(Try it):
Every line of the data below that holds the string "compass" needs to be reported.

————————

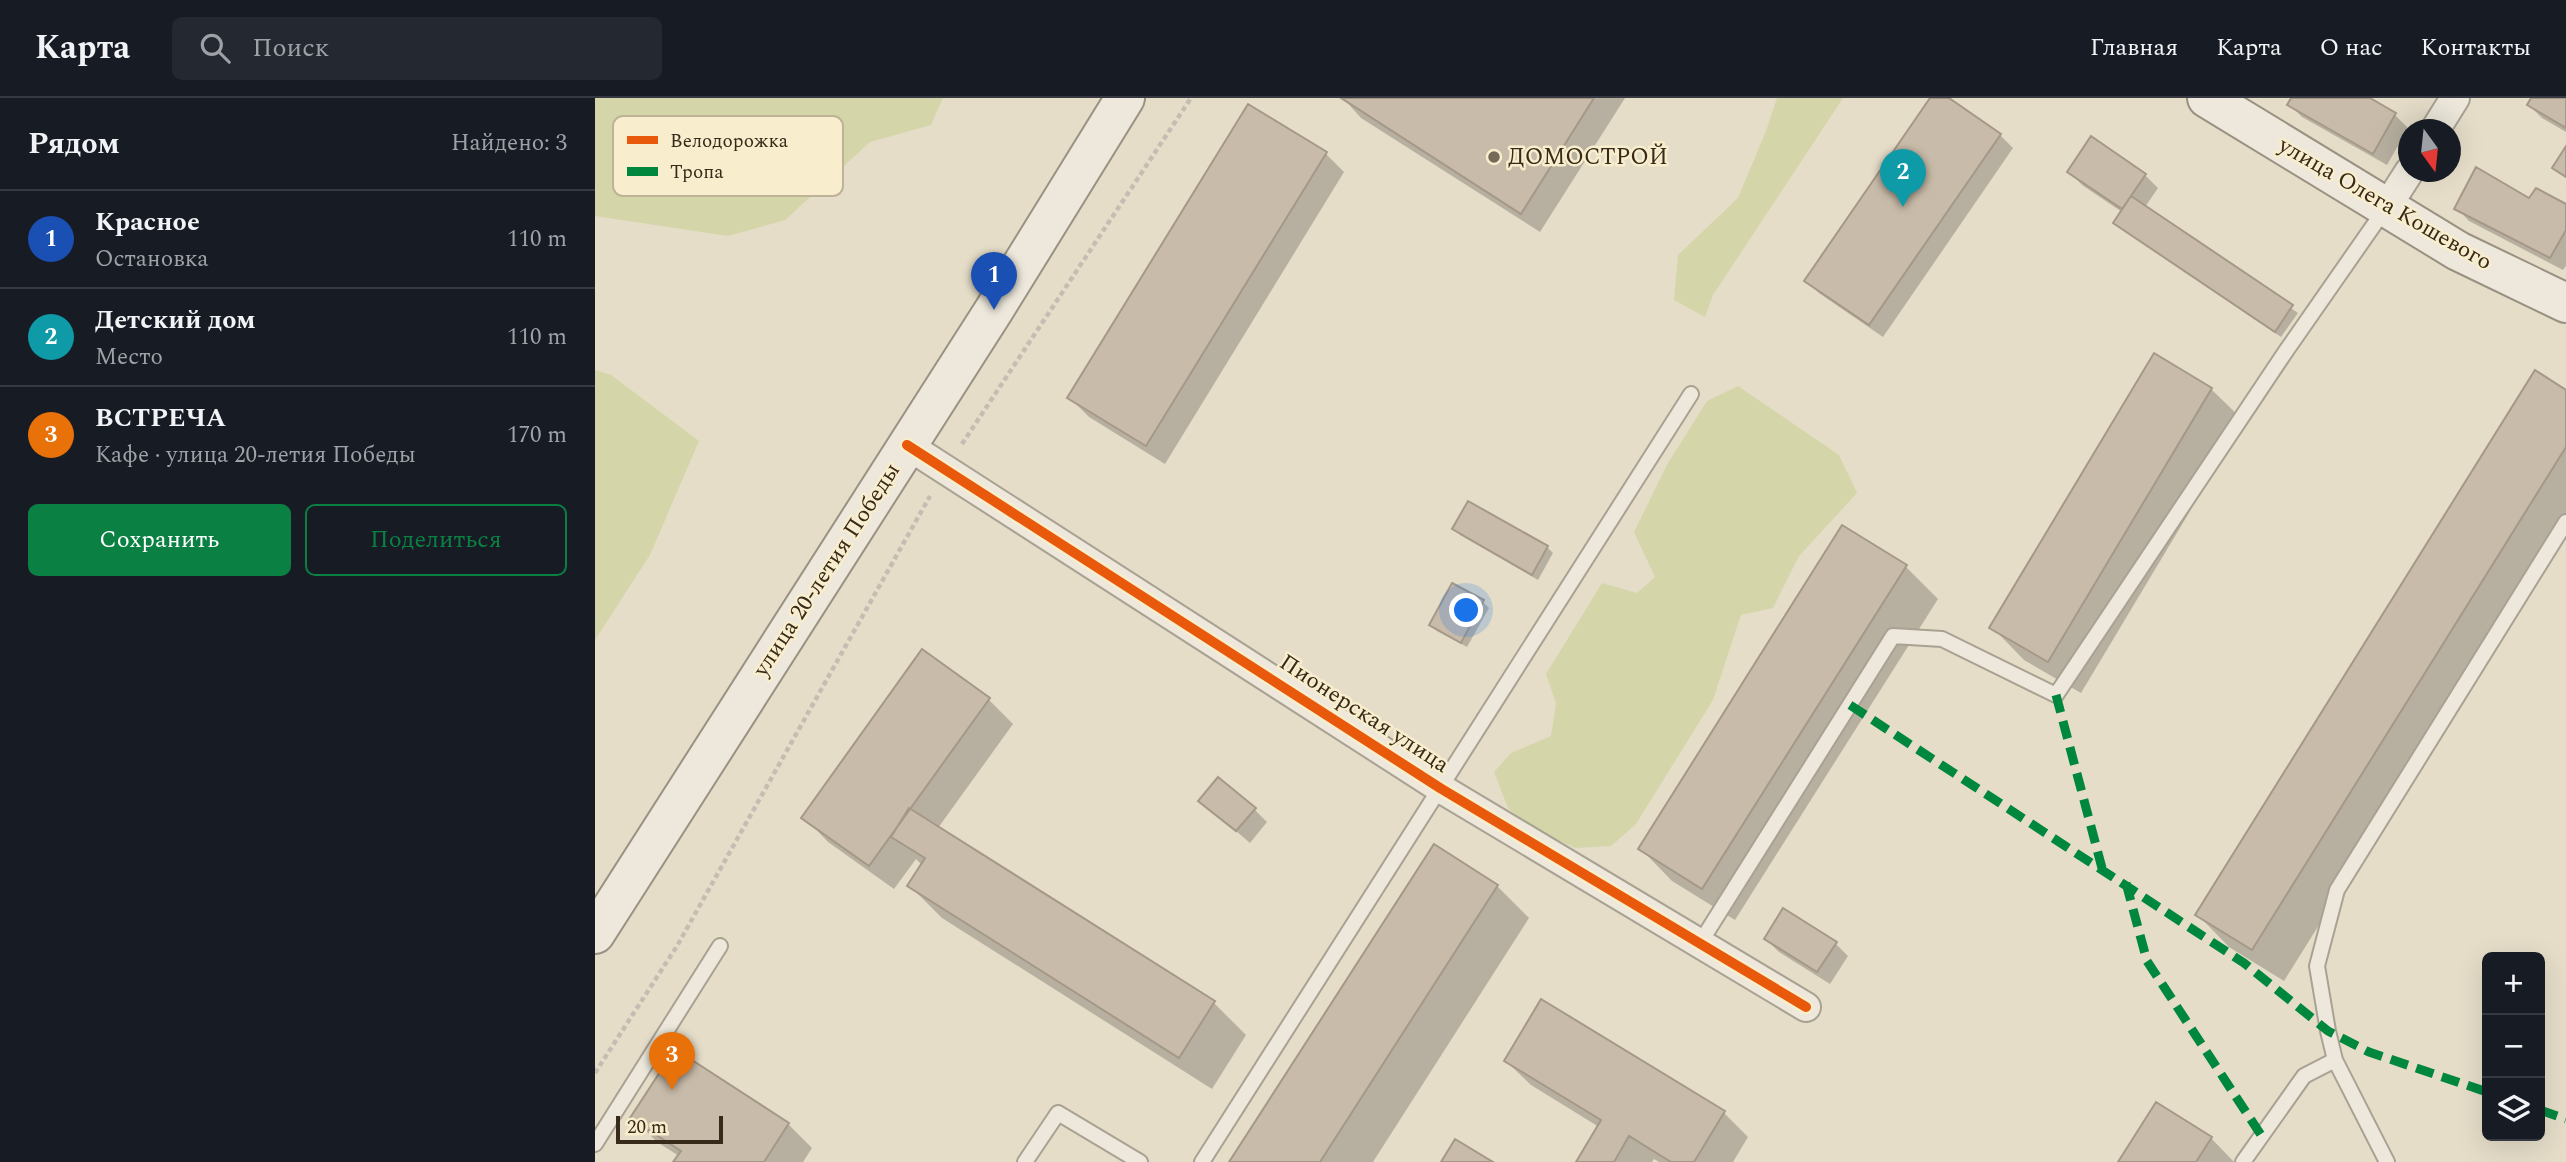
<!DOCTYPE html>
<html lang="ru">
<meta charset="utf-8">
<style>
body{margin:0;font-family:Spectral,serif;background:#242831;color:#f1f3f6}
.controls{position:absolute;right:21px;bottom:21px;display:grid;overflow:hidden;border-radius:10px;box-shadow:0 7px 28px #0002}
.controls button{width:63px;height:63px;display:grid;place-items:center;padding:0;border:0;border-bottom:2px solid #363941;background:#171b24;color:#f1f3f6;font:35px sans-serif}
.compass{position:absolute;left:1803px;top:21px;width:63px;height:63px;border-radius:50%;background:#171b24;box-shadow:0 7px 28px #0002;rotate:165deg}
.scale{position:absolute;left:21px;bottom:18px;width:107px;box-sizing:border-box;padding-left:7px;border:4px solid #382a1a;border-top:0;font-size:19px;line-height:24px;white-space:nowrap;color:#382a1a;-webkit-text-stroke:5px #f8edcc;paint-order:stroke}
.you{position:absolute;left:872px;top:513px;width:24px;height:24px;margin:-18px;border:5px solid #fff;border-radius:50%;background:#1a73e8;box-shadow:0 0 0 10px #1a73e833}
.badge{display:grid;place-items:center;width:46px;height:46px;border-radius:50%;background:#0b8043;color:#fff;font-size:23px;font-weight:700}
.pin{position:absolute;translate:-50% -58px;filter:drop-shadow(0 2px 4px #0008)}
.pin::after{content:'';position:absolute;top:37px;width:24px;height:21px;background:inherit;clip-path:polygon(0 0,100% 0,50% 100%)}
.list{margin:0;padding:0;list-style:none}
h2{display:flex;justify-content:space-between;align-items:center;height:91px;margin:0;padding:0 28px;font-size:30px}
h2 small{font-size:23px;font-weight:400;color:#9ea1a6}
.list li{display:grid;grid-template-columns:46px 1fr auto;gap:21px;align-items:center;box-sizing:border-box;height:98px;padding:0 28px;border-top:2px solid #363941}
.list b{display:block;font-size:26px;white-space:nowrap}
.list p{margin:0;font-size:23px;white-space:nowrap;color:#9ea1a6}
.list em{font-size:23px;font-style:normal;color:#9ea1a6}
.actions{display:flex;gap:14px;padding:21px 28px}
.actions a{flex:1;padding:16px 0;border:2px solid #0b8043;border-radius:10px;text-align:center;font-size:24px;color:#0b8043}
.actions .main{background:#0b8043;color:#fff}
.icon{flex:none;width:38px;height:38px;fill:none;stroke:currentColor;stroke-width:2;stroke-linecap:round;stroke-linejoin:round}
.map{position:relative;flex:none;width:1971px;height:1064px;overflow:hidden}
header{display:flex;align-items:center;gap:42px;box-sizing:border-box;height:98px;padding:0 35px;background:#171b24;border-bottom:2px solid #363941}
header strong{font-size:33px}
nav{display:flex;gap:38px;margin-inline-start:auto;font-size:24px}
.search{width:490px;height:63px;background:#242831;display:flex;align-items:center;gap:18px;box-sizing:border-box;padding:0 24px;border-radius:10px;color:#9ea1a6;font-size:26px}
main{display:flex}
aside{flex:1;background:#171b24}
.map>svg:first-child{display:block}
.green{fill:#d4d6a9}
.shadow{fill:#0003}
.building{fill:#c9bba9;stroke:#a59888;stroke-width:2}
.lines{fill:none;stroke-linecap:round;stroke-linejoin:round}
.lane-casing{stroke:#a9a192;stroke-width:18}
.street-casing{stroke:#a9a192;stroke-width:32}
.secondary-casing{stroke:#999182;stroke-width:42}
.path{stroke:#c4beb2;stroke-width:4.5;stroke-dasharray:5 3.5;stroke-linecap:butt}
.lane{stroke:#ede8db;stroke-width:14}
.street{stroke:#ede8db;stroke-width:28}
.secondary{stroke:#ede8db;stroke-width:38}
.quiet{stroke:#00873e;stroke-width:9;stroke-dasharray:18 9;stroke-linecap:butt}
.cycleway-casing{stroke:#f8edcc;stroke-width:15}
.cycleway{stroke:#e8590c;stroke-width:10}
.poi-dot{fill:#756957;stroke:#f8edcc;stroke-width:2.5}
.labels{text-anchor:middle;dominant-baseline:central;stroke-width:5;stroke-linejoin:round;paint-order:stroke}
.poi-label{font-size:23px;fill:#382a1a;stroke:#f8edcc;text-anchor:start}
.street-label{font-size:23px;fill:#382a1a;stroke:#f8edcc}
.key{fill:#f8edcc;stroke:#beb297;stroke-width:2}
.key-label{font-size:19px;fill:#382a1a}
</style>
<header>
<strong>Карта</strong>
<div class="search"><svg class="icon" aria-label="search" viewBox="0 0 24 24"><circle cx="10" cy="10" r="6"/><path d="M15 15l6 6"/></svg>Поиск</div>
<nav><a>Главная</a><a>Карта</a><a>О нас</a><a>Контакты</a></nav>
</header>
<main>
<aside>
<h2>Рядом<small>Найдено: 3</small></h2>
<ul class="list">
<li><span class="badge" style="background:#1a4fb4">1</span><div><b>Красное</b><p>Остановка</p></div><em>110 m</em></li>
<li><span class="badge" style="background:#0f9aa8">2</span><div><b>Детский дом</b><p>Место</p></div><em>110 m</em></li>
<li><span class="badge" style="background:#e8710a">3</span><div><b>ВСТРЕЧА</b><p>Кафе · улица 20-летия Победы</p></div><em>170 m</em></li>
</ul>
<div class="actions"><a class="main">Сохранить</a><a>Поделиться</a></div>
</aside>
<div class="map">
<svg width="1971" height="1064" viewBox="0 0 1971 1064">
<rect width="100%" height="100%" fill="#e5ddc8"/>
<path class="green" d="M0 0H348L336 27 275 44 190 122 133 138 0 118Z
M1182 0H1248L1118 197 1110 219 1079 202 1083 157 1143 100 1171 33Z
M0 272 16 277 104 343 55 457 0 542Z
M1143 288 1244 357 1262 395 1204 458 1178 510 1146 517 1118 602 1041 726 1016 748 981 750 939 732 913 710 899 674 916 655 956 638 961 605 951 576 1007 485 1042 495 1060 479 1039 434 1073 365 1112 303Z"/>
<path class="shadow" d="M748 0H1030L945 134 766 20Z
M1337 0H1351L1405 37 1418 50 1288 239 1224 195 1211 182Z
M1698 0H1771L1800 17 1813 30 1792 67 1707 19 1694 6Z
M1938 0H1971V34L1947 20 1934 7Z
M731 56 749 74 570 366 494 319 475 300Z
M1475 74 1550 77 1563 90 1550 109 1703 215 1686 239 1526 130 1527 114 1487 87Z
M1935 102 1971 108V168L1968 172 1874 123 1862 110Z
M1559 257 1616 291 1649 323 1486 595 1429 562 1397 529Z
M1971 294V432L1689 883 1634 849 1602 816Z
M874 405 952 449 958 455 943 482 865 437 859 431Z
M1310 468 1343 501 1140 822 1077 783 1045 750Z
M888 504 894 510 872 549 842 533 836 527Z
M394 602 418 626 343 730 619 905 651 937 617 991 347 820 314 787 327 767 321 761 299 791 233 744 209 719Z
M606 703 659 711 672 724 655 745Z
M902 788 934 820 778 1064H636Z
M1171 841 1240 845 1253 858 1235 886 1184 854Z
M947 904 1129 1015 1153 1039 1138 1064H1064L1059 1061 1057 1064H983L1004 1029 936 987 911 963Z
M38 1020 193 1026 217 1050 208 1064H80L84 1058 62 1044Z
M1616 1040 1639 1064H1525Z"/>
<path class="building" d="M746 0H999L926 116Z
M1335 0H1354L1406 36 1274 227 1209 183Z
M1696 0H1775L1801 15 1778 56 1692 7Z
M1936 0H1971V30L1932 7Z
M653 6 732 54 551 348 472 300Z
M1496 38 1551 76 1527 111 1472 74Z
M1971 48V79L1957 70Z
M1881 69 1934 100 1941 90 1971 106V132L1955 160 1859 111Z
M1536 98 1698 207 1680 234 1518 125Z
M1559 255 1617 290 1453 564 1394 530Z
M1940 272 1971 292V349L1657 852 1600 817Z
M873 403 953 448 937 477 857 431Z
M1247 427 1312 467 1107 791 1043 751Z
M857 485 889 502 866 545 834 527Z
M327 551 395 600 274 768 206 720Z
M623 679 661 710 641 733 603 703Z
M314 710 620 903 584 960 312 788 330 760 296 739Z
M839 746 903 787 725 1064H634Z
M1188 810 1242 844 1222 874 1169 841Z
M946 901 1130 1013 1099 1064H1076L1034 1038 1019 1064H981L1006 1022 909 963Z
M80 951 194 1025 169 1064H78L86 1053 35 1020Z
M1561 1004 1617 1039 1601 1064H1523Z
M860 1041 898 1064H846Z"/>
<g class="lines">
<g class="lane-casing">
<path id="lane" d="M1105 845 1298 538 1347 541 1461 597 1691 253 1790 111
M0 1046 125 848
M430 1064 463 1015 545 1064
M607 1064 1096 296
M1648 1064 1709 978 1740 962
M1792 1064 1740 962 1733 933 1722 868 1742 792 1971 424"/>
</g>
<g class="street-casing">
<path id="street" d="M1840 32 1860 0
M1791 110 1814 74
M312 347 845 690 1211 909"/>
</g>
<g class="secondary-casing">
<path id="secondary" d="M1612 0 1863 153 1971 205
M0 836 399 212 530 0"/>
</g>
<path class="path" d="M367 346 596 0
M0 975 82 848 335 398"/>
<use href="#lane" class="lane"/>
<use href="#street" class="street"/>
<use href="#secondary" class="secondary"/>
<path class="quiet" d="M1461 597 1507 770
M1255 607 1649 865 1733 933 1774 954 1892 994
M1531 785 1552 863 1666 1037
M1945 1012 1971 1021"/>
<g class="cycleway-casing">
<path id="cycleway" d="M312 347 845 690 1211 909"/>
</g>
<use href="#cycleway" class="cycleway"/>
</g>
<circle class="poi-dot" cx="899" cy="59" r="7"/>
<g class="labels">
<g class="poi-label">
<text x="913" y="59">ДОМОСТРОЙ</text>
</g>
<g class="street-label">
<text transform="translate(1790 106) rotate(30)">улица Олега Кошевого</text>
<text transform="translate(232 472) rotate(-57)">улица 20-летия Победы</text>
<text transform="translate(769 616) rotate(33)">Пионерская улица</text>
</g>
</g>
<rect x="18" y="18" width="230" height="80" rx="10" class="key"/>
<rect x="32" y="38" width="31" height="8" fill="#e8590c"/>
<rect x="32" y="69" width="31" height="9" fill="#00873e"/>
<g class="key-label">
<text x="75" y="49">Велодорожка</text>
<text x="75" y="80">Тропа</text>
</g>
</svg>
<div class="controls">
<button>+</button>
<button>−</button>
<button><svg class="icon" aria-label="layers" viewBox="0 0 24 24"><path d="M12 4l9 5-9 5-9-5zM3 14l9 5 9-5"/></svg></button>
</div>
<svg class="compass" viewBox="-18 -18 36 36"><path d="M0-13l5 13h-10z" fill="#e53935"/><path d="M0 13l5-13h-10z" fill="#9ea1a6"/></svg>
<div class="scale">20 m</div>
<div class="you"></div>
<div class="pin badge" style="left:399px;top:212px;background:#1a4fb4">1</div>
<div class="pin badge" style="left:1308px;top:109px;background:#0f9aa8">2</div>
<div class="pin badge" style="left:77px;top:992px;background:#e8710a">3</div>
</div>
</main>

————————

(Expected answer):
.compass{position:absolute;left:1803px;top:21px;width:63px;height:63px;border-radius:50%;background:#171b24;box-shadow:0 7px 28px #0002;rotate:165deg}
<svg class="compass" viewBox="-18 -18 36 36"><path d="M0-13l5 13h-10z" fill="#e53935"/><path d="M0 13l5-13h-10z" fill="#9ea1a6"/></svg>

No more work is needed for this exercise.